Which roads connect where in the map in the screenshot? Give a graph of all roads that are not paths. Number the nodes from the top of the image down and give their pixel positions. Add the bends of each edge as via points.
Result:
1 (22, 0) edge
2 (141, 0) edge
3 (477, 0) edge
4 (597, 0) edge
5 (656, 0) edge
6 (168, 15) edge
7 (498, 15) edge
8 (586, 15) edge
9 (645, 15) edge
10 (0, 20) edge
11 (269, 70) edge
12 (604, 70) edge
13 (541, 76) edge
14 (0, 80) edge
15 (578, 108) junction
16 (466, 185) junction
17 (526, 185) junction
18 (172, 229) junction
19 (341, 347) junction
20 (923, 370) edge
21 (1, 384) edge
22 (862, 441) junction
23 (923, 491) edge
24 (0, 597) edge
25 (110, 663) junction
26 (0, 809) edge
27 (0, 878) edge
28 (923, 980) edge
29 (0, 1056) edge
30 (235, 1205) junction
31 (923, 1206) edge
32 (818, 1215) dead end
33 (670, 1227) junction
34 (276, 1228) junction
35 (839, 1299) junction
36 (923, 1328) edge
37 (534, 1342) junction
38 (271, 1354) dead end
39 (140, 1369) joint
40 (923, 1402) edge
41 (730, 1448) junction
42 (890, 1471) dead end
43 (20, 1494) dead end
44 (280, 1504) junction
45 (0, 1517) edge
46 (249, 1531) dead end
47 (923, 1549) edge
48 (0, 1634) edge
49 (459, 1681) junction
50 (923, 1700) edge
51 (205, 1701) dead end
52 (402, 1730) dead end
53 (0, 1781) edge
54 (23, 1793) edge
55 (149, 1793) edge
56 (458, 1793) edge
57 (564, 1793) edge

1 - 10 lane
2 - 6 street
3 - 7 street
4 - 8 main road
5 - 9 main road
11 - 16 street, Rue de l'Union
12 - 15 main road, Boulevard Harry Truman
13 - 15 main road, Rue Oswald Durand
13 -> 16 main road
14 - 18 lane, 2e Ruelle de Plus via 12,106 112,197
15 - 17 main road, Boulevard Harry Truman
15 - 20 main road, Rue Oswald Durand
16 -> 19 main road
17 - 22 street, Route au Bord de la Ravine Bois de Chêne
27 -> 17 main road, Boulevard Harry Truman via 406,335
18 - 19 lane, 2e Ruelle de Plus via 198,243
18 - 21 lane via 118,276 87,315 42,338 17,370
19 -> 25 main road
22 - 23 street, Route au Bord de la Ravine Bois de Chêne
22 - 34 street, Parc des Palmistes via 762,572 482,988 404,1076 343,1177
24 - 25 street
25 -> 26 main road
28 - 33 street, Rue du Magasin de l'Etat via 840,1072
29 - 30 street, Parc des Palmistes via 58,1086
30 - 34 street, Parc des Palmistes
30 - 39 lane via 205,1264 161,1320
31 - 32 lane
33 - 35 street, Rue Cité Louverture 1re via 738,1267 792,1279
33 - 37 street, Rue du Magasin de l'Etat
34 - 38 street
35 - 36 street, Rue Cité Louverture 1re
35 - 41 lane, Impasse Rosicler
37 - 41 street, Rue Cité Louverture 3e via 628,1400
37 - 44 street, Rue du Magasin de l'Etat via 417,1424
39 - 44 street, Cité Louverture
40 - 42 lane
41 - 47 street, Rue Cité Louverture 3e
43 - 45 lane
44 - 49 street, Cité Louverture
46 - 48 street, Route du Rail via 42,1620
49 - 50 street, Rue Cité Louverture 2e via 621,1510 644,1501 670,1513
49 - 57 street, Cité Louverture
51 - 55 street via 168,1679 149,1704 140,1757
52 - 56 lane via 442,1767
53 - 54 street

────────────────────────────────────────

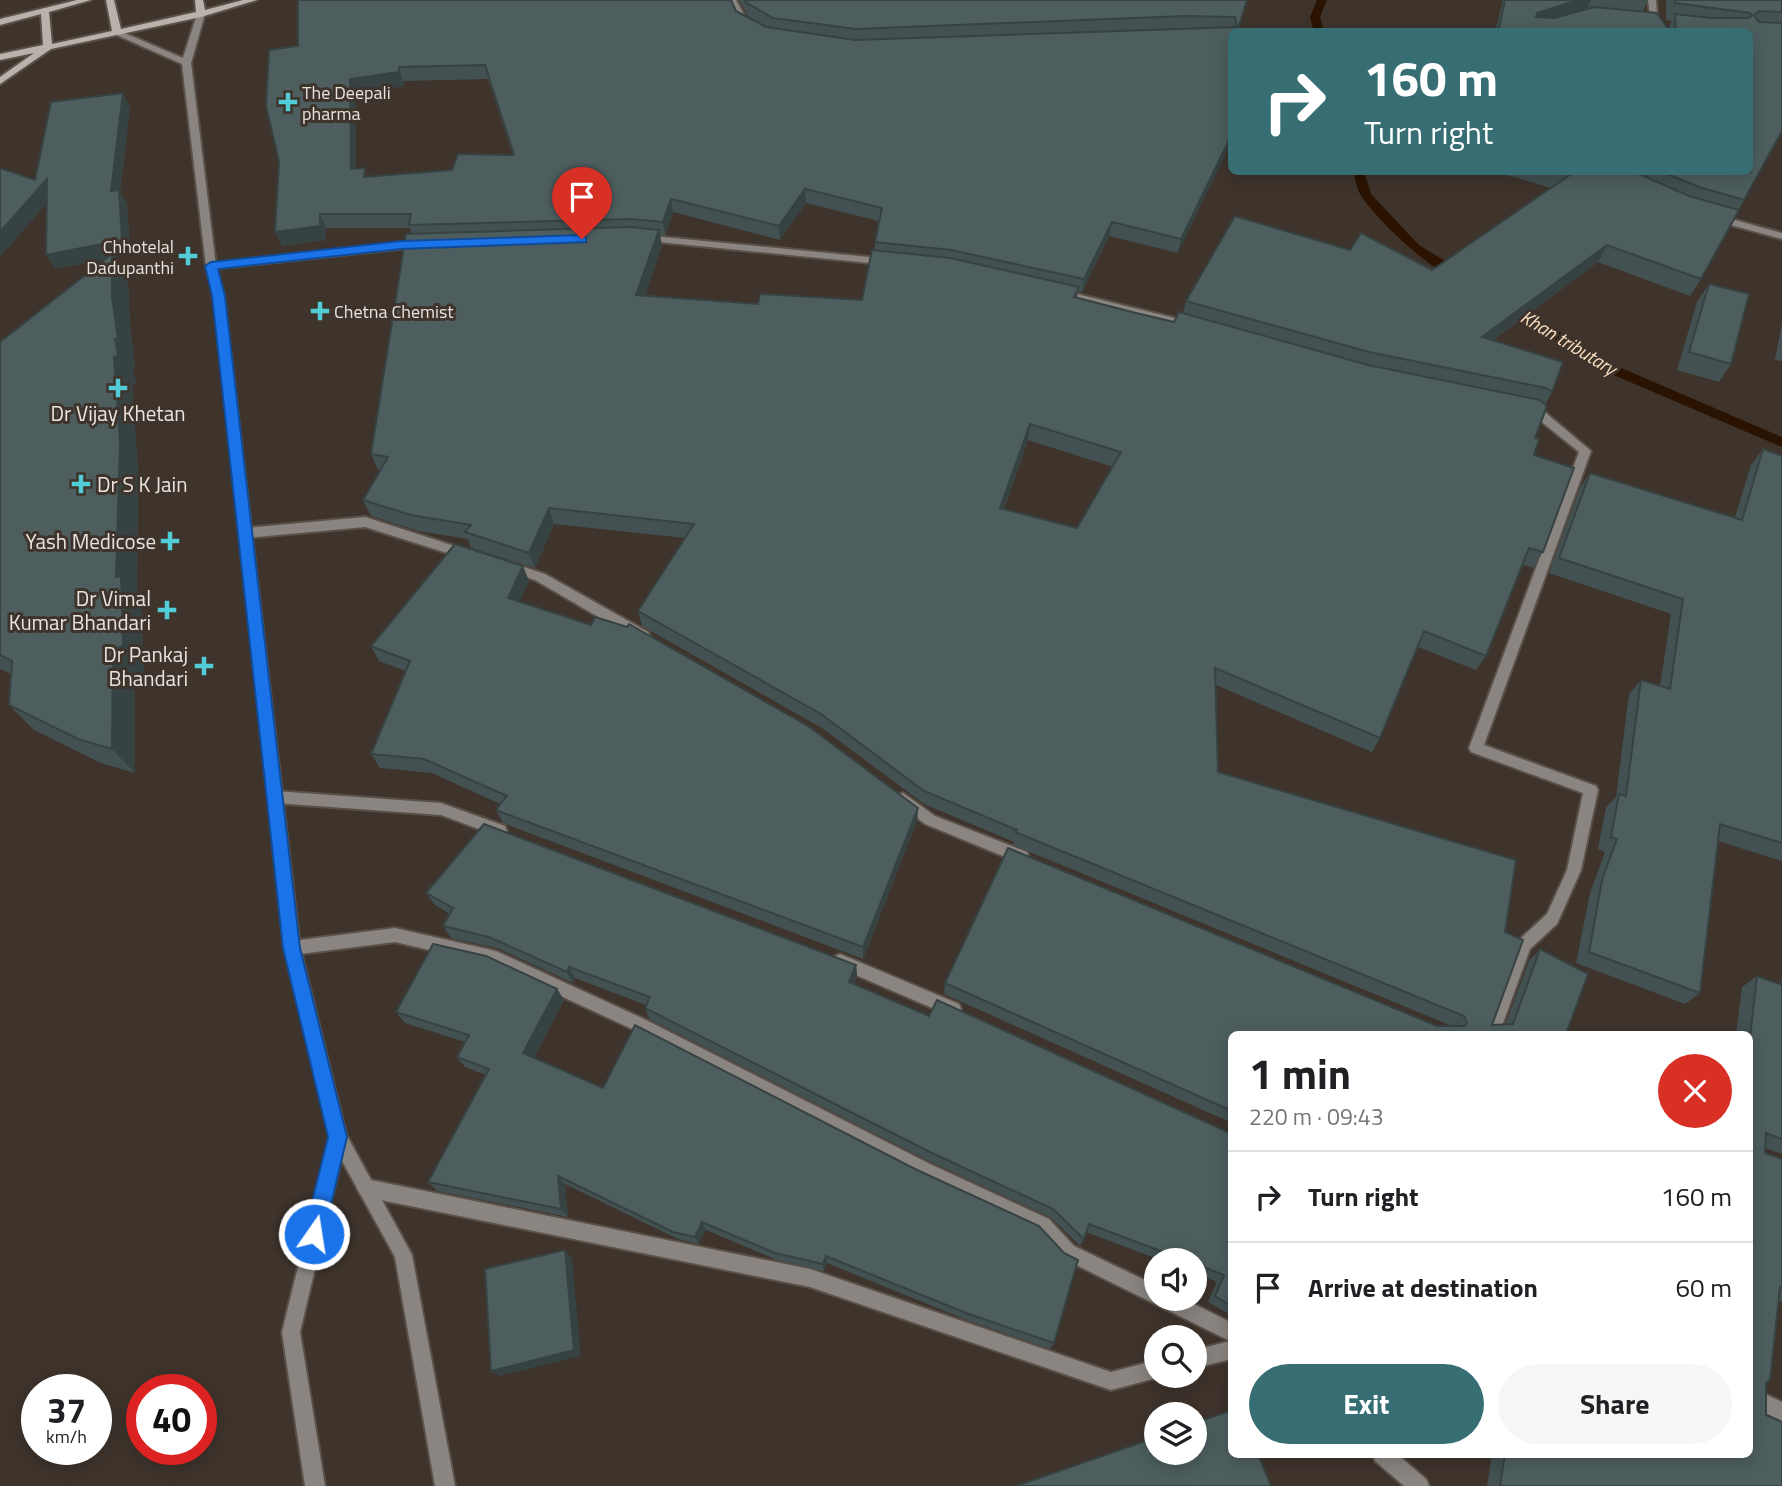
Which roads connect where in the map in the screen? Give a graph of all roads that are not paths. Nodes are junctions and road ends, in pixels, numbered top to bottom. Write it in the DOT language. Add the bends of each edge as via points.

────────────────────────────────────────

Nothing but a number should be written: how many lines of the preceding listing contain "roads".

2